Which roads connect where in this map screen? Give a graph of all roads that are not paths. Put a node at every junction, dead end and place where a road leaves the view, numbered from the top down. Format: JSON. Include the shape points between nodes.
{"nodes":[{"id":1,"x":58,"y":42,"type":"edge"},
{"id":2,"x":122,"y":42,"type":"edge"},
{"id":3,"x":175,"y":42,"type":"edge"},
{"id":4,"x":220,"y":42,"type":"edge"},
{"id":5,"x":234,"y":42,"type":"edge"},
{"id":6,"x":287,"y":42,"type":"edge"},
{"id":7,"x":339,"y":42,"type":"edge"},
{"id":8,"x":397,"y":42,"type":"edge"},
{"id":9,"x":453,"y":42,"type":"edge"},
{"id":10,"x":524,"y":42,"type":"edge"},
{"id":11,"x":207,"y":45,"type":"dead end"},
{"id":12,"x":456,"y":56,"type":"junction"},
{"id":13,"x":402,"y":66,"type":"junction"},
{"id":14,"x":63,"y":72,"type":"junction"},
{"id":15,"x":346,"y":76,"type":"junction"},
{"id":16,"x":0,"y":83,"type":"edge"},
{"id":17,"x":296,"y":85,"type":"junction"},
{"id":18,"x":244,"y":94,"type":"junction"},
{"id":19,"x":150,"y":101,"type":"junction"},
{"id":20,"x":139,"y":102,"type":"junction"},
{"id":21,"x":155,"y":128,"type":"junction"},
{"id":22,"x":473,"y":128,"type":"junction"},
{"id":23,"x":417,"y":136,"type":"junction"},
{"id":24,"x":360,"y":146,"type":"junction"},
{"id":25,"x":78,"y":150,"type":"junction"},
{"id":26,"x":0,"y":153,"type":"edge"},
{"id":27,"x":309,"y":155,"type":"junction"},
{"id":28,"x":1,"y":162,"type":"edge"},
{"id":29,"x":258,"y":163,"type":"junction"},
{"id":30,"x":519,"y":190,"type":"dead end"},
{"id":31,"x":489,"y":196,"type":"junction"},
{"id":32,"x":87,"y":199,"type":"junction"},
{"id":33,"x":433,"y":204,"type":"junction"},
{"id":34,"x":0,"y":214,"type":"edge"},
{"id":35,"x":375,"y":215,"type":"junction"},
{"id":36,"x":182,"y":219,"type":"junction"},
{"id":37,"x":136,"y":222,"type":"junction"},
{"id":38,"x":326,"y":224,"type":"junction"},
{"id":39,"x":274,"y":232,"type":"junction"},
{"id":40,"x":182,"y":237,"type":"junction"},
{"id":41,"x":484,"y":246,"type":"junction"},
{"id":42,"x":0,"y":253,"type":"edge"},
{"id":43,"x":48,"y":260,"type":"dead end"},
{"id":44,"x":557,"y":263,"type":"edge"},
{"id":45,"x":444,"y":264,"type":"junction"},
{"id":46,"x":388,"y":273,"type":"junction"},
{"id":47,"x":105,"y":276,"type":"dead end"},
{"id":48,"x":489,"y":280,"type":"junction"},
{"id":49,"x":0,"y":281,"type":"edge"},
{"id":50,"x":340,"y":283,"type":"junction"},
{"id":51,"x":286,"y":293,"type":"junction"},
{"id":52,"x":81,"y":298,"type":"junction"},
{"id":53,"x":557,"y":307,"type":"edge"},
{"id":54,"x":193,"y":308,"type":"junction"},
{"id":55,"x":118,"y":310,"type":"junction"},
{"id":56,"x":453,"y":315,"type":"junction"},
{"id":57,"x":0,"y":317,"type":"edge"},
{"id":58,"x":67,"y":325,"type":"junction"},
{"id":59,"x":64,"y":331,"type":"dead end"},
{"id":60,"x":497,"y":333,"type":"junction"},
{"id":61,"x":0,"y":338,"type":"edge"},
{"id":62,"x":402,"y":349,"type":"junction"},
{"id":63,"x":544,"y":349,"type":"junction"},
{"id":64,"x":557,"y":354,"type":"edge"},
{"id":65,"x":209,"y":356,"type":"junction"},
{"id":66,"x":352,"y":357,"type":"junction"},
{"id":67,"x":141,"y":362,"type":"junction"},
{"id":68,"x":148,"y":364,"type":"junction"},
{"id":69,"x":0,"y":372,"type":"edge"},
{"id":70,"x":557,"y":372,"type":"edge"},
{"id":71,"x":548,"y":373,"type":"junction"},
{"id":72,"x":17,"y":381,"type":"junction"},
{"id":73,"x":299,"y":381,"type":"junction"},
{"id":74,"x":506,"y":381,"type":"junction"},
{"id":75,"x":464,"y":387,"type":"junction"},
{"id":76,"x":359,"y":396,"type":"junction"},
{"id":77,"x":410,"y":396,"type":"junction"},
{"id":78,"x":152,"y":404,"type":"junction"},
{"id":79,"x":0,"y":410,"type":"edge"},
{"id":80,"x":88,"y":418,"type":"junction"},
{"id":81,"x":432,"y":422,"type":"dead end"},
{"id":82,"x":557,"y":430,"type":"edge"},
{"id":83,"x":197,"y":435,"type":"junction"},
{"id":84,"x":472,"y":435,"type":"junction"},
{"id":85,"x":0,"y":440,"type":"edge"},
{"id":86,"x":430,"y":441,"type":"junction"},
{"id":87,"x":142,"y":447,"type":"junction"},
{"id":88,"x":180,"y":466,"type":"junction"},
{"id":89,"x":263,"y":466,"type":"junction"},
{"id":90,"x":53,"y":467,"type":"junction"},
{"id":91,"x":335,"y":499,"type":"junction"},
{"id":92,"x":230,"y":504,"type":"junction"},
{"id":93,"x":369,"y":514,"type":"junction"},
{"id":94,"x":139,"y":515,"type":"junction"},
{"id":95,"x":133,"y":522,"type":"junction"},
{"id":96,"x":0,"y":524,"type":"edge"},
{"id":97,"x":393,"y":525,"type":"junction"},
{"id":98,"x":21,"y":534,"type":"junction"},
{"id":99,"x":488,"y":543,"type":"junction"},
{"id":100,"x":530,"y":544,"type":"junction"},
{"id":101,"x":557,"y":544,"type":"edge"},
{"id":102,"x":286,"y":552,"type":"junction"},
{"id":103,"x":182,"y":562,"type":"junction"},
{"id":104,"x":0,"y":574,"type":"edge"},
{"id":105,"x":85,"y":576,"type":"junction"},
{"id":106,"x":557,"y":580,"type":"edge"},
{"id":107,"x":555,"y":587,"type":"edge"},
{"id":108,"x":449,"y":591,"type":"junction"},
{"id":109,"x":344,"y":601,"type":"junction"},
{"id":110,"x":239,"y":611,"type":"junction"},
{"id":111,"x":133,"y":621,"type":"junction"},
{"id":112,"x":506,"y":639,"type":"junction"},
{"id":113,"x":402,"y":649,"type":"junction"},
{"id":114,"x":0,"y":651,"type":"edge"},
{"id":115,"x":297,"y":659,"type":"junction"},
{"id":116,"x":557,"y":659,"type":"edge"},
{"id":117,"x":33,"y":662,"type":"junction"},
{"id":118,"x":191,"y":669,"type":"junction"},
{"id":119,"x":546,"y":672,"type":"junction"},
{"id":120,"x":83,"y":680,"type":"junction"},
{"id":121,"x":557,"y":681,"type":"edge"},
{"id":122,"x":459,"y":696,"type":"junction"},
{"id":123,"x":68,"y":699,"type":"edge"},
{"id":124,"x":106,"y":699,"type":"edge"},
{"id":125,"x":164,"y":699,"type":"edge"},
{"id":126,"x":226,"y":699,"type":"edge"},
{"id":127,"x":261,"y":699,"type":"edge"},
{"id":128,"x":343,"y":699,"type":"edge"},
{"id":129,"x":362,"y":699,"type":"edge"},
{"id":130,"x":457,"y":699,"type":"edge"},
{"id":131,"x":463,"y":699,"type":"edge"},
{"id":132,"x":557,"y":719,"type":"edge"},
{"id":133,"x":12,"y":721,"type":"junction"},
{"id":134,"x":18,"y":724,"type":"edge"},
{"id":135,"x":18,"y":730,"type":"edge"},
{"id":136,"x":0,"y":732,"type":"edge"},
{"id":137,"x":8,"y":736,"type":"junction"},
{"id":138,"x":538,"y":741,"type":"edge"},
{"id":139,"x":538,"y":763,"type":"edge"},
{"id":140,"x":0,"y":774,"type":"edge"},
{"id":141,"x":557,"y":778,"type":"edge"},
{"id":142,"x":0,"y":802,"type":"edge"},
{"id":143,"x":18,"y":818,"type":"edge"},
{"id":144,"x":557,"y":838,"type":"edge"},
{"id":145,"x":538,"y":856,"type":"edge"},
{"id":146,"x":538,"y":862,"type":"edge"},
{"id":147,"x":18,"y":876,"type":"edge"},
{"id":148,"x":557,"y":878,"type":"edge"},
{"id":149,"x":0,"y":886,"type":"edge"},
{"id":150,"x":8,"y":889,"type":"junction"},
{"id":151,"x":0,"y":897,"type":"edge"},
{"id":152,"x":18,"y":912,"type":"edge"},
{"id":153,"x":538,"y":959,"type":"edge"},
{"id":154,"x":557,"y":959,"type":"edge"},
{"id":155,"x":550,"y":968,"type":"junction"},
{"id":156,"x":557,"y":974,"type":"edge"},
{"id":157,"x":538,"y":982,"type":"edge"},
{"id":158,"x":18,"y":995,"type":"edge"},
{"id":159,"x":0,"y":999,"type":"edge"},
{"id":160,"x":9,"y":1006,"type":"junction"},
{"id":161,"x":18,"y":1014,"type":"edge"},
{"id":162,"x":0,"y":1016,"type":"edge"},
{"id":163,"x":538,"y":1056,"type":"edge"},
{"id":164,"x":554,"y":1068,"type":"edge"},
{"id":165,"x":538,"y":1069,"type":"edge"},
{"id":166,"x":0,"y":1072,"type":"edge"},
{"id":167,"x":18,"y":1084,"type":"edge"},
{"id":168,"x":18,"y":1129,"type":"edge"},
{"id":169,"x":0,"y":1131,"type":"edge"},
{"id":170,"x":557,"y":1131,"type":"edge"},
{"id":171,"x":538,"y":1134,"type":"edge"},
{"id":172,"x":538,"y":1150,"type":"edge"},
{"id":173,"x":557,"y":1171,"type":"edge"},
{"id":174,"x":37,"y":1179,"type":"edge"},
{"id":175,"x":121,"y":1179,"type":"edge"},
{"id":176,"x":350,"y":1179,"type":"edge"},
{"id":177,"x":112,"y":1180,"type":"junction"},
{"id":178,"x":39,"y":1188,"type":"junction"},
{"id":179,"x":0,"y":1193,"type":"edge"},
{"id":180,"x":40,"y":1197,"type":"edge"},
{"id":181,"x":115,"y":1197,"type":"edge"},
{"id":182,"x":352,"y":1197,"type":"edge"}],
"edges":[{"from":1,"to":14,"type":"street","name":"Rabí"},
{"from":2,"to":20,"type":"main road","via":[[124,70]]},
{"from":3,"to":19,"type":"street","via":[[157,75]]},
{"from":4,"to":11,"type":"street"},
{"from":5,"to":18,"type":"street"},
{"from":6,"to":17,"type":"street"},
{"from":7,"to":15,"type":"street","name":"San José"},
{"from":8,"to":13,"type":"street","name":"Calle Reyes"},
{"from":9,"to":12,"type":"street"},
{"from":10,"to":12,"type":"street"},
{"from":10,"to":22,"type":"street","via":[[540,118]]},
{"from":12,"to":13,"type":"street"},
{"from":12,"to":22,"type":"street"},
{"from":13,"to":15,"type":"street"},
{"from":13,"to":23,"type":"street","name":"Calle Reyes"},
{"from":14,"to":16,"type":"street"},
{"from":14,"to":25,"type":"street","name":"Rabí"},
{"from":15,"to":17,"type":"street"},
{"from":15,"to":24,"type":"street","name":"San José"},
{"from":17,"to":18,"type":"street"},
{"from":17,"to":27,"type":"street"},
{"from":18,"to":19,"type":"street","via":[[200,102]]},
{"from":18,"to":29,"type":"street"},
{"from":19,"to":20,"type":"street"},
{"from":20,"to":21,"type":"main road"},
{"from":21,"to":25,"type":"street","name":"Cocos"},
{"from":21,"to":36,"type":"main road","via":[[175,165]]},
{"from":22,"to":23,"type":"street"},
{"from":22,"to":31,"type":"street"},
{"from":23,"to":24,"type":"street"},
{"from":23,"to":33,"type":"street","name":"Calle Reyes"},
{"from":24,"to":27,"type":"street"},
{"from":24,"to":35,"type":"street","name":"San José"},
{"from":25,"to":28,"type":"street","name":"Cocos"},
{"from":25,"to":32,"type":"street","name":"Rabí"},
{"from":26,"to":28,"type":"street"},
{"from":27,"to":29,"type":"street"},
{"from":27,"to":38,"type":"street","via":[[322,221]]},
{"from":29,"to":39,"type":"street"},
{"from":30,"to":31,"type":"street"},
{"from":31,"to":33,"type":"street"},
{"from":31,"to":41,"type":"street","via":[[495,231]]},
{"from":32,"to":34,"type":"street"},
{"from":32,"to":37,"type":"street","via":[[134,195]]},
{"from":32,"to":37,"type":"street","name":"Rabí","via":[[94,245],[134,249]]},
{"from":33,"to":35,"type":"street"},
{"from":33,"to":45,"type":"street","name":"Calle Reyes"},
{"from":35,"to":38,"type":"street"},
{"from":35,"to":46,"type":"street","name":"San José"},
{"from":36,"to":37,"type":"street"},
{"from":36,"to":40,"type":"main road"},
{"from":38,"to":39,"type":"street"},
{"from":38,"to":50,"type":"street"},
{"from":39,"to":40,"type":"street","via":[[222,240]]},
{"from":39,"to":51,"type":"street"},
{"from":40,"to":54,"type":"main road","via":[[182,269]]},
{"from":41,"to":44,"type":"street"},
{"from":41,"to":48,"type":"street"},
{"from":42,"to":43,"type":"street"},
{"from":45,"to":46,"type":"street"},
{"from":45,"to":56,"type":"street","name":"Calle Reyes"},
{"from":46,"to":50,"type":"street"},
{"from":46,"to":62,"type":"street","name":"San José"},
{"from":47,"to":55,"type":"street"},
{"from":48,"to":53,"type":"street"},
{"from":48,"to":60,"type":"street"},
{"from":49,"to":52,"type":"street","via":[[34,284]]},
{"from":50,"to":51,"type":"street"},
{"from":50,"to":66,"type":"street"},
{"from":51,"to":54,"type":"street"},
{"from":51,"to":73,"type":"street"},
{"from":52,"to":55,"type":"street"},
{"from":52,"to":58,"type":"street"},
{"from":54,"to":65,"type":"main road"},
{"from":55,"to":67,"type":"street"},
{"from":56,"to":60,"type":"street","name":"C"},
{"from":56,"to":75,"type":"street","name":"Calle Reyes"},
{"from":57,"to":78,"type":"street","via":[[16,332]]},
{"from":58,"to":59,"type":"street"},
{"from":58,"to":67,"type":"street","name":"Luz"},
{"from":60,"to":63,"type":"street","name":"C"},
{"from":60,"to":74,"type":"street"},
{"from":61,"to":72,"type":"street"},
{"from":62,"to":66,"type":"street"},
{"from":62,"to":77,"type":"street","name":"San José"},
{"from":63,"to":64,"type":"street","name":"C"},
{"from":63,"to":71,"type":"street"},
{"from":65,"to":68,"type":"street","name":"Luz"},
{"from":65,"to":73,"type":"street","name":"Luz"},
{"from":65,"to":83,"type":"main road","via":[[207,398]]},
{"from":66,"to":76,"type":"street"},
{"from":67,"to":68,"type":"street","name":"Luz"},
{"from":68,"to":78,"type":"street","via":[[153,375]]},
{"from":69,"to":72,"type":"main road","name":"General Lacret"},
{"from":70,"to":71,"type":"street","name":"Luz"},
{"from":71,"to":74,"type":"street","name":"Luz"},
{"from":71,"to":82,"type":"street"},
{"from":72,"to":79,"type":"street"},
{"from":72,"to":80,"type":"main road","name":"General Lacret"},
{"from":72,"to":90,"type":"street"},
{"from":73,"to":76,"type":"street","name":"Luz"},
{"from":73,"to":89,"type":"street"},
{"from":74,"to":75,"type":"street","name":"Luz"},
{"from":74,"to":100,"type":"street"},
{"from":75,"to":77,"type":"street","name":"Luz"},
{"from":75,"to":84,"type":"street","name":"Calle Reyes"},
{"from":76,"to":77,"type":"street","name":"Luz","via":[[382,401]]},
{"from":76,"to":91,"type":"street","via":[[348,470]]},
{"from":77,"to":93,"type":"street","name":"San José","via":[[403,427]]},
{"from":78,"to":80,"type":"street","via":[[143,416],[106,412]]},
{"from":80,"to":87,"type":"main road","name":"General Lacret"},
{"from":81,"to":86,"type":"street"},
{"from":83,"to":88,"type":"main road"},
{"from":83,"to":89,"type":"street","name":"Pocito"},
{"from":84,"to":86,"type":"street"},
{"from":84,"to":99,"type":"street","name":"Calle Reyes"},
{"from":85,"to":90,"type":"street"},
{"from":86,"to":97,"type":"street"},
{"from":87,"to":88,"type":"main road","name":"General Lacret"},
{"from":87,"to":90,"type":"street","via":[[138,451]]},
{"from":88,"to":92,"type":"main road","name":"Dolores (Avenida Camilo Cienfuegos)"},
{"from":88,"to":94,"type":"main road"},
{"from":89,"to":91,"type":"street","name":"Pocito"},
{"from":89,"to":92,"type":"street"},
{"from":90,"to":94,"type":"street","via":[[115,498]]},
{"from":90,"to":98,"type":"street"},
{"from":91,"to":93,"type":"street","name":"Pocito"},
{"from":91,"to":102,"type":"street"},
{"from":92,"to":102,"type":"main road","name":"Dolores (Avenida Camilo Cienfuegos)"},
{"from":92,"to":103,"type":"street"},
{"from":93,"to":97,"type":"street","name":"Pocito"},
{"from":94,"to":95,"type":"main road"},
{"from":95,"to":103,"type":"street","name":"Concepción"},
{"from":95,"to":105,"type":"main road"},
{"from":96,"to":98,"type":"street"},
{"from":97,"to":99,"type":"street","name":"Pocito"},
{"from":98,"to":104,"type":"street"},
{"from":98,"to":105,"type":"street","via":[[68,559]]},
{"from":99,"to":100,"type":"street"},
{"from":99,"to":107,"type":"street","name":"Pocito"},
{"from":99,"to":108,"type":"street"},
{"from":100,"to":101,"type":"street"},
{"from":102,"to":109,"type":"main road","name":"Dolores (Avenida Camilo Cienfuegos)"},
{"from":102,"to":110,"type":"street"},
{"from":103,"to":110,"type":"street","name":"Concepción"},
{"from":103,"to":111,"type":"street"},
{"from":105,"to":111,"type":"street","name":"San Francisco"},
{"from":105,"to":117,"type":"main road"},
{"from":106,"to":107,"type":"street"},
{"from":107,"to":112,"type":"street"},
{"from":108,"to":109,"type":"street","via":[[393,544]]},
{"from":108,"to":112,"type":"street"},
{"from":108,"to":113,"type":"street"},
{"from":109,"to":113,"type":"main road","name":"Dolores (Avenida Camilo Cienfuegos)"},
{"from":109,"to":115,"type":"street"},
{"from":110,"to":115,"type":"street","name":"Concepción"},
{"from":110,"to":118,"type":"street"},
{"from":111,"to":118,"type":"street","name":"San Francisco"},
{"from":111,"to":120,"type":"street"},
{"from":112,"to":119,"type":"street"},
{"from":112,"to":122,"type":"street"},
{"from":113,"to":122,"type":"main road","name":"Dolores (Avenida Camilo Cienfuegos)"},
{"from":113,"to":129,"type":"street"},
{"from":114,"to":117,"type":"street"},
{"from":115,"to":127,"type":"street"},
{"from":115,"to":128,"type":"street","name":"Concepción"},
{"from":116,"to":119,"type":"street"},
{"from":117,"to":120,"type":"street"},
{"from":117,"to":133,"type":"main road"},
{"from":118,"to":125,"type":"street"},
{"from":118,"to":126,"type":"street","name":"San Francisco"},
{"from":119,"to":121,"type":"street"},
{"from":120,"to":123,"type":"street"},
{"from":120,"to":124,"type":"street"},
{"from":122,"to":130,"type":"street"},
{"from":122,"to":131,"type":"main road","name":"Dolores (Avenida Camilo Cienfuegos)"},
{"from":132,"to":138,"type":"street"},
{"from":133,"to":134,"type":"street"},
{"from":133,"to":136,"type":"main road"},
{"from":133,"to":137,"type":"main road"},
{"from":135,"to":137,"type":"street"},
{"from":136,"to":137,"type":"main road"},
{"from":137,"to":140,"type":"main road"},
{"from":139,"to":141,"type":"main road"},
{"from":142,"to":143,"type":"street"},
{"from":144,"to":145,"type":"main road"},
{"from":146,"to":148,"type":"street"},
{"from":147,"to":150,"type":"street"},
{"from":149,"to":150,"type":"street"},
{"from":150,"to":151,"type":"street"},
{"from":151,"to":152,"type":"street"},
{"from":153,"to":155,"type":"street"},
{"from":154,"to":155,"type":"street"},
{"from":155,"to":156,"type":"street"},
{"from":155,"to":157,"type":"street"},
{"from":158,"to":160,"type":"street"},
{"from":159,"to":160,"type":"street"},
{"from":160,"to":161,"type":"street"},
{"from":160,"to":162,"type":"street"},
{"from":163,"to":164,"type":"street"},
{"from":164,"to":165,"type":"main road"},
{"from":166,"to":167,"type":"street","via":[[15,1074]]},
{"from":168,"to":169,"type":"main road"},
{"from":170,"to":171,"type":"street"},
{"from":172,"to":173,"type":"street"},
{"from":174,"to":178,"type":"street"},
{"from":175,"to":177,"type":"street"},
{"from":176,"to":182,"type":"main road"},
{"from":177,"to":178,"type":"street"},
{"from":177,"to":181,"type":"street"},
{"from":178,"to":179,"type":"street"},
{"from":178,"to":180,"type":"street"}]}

- - -

Reproduce each line of the records in which the string "Francisco" appears.

> RESULT
{"from":105,"to":111,"type":"street","name":"San Francisco"},
{"from":111,"to":118,"type":"street","name":"San Francisco"},
{"from":118,"to":126,"type":"street","name":"San Francisco"},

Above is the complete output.